# Abstract algebra 2 questions

1. Dec 10, 2009

### kewljcs

1. If G is a finite group that does not contain a subgroup isomorphic to Z_p X Z_p for any prime p. prove that G is cyclic

im stumped. i dont understand the 'does not contain a subgroup isomorphoc to Z_p X Z_p part.

ive tried using cauchy's theorem for abelian group: if G is a finite abelian group, and let p be a prime that divides the order of G. then g has an element of order p.

so, Z_p is a finite cyclic gruop, but Z_p X Z_p is not because p, p are not relatively prime.

what else.. :/

2 question: Let G be a group of odd order. prove that the mapping x --> x^2 from G to itself is one to one.
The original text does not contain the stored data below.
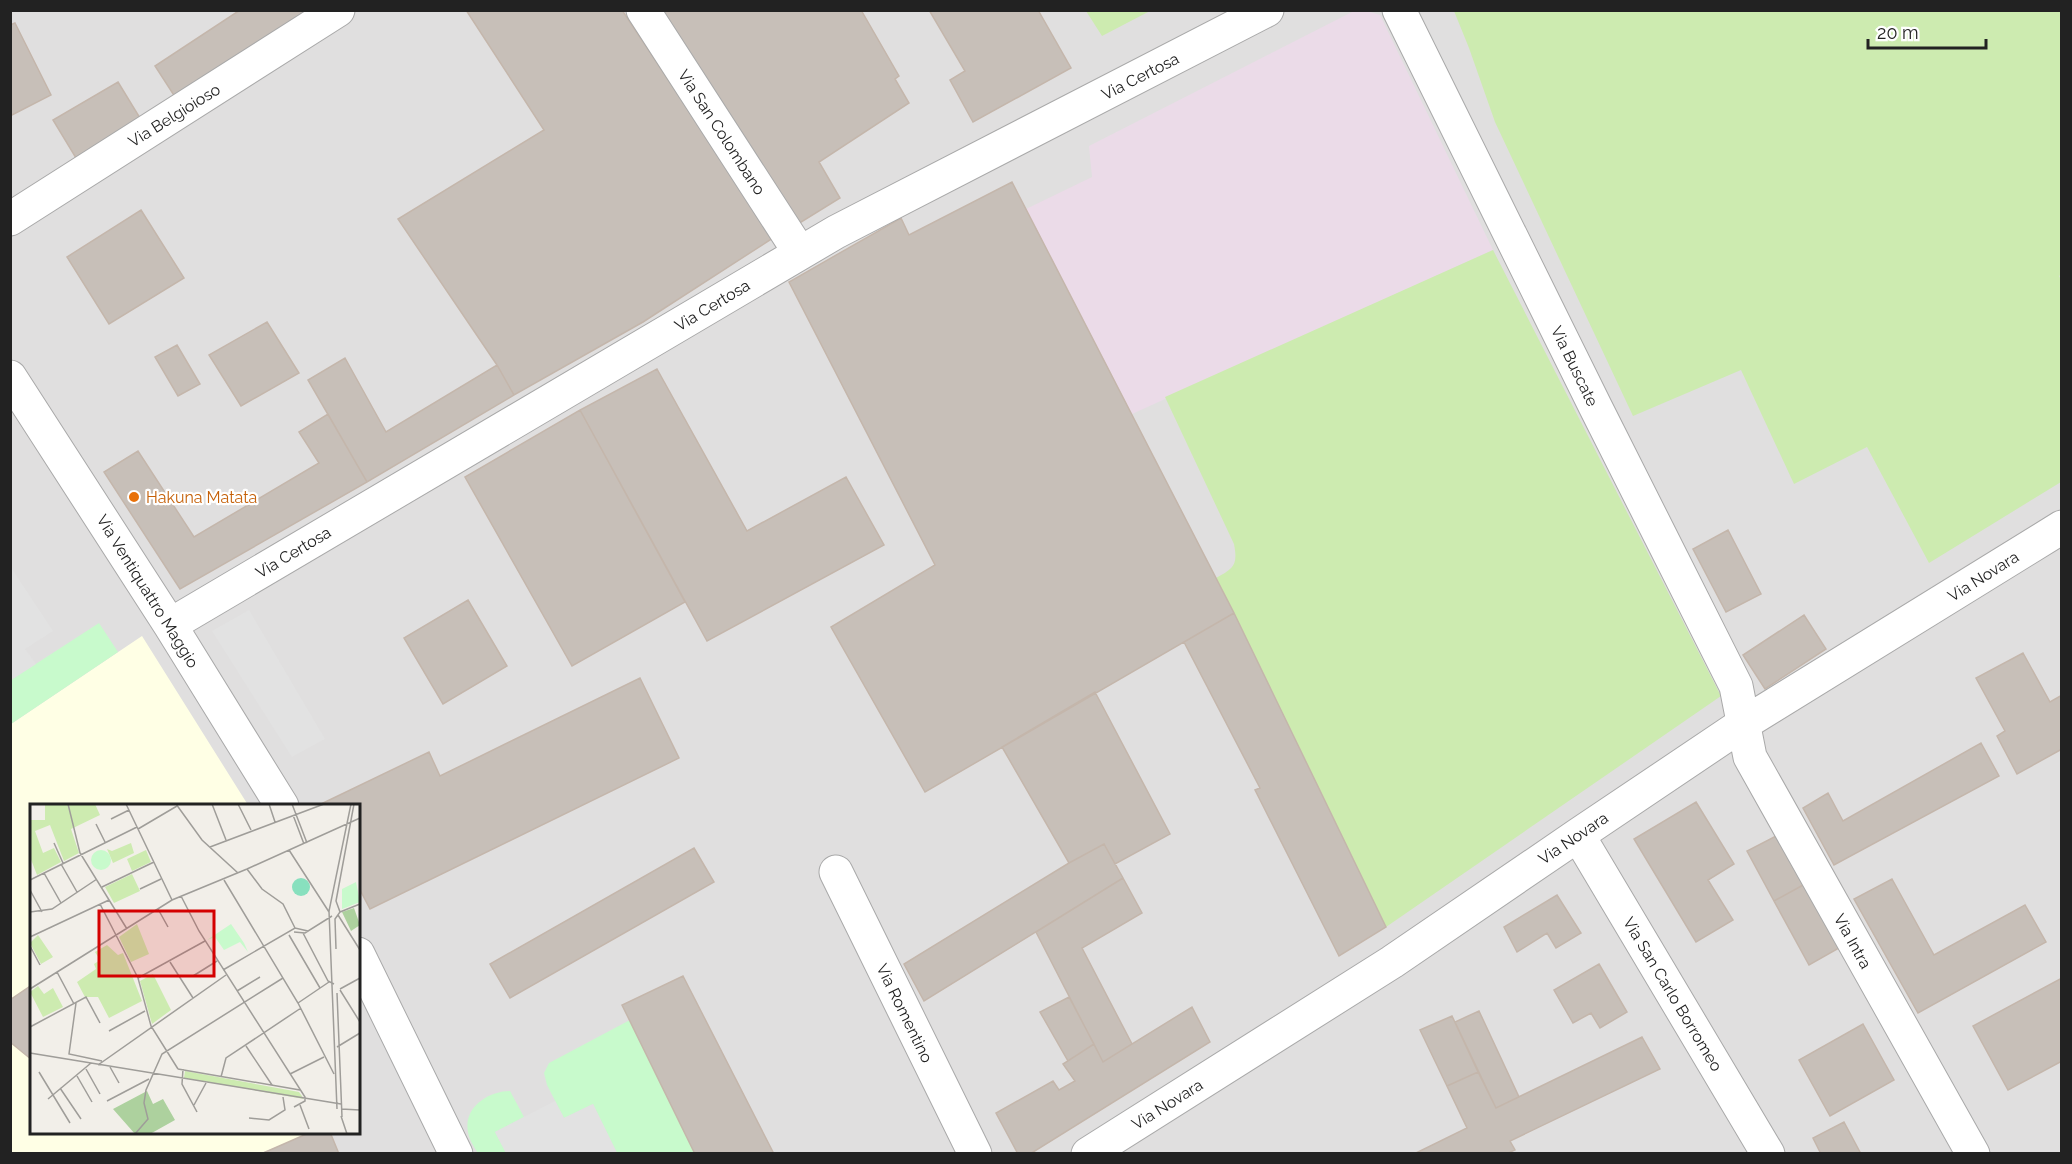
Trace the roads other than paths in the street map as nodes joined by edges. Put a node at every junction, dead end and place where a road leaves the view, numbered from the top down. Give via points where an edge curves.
1 (338, 10) edge
2 (643, 10) edge
3 (1267, 10) edge
4 (1399, 10) edge
5 (10, 219) edge
6 (800, 253) junction
7 (10, 377) edge
8 (2061, 527) edge
9 (170, 625) junction
10 (1743, 724) junction
11 (281, 804) edge
12 (1578, 835) junction
13 (836, 872) dead end
14 (360, 958) edge
15 (456, 1154) edge
16 (975, 1154) edge
17 (1088, 1154) edge
18 (1768, 1154) edge
19 (1973, 1154) edge

1 - 5 street, Via Belgioioso
2 - 6 street, Via San Colombano
3 - 6 street, Via Certosa
4 - 10 street, Via Buscate via 1736,686
6 - 9 street, Via Certosa
7 - 9 street, Via Ventiquattro Maggio
8 - 10 street, Via Novara
9 - 11 street, Via Ventiquattro Maggio
10 - 12 street, Via Novara
10 - 19 street, Via Intra via 1750,757
12 - 17 street, Via Novara via 1392,962
12 - 18 street, Via San Carlo Borromeo
13 - 16 street, Via Romentino
14 - 15 street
i know that the smallest group of odd order is {I, a, a^-1}. i dont understand the mapping, basically.

2. Dec 10, 2009

### Dick

For the first one you need to think about the classification theorem for finite abelian groups. Basically (Zp)^n for n>2 contains Zp x Zp as a subgroup. For the second one, if your map isn't one to one then there are two elements such that x^2=y^2 and x is not equal to y. Can you use that to show there is an element of order 2? What would that imply?

3. Dec 10, 2009

### kewljcs

i think i got the second one. since the mapping is from G to itself, the order is the same, so we're showing that the kernel of this mapping is 0. right?

so i said that suppose x belongs to the kernel of the mapping, we want to show that x must be the identity, e.
this implies that the mapping is injective. hence, 1 to 1 since we are mapping from G to G.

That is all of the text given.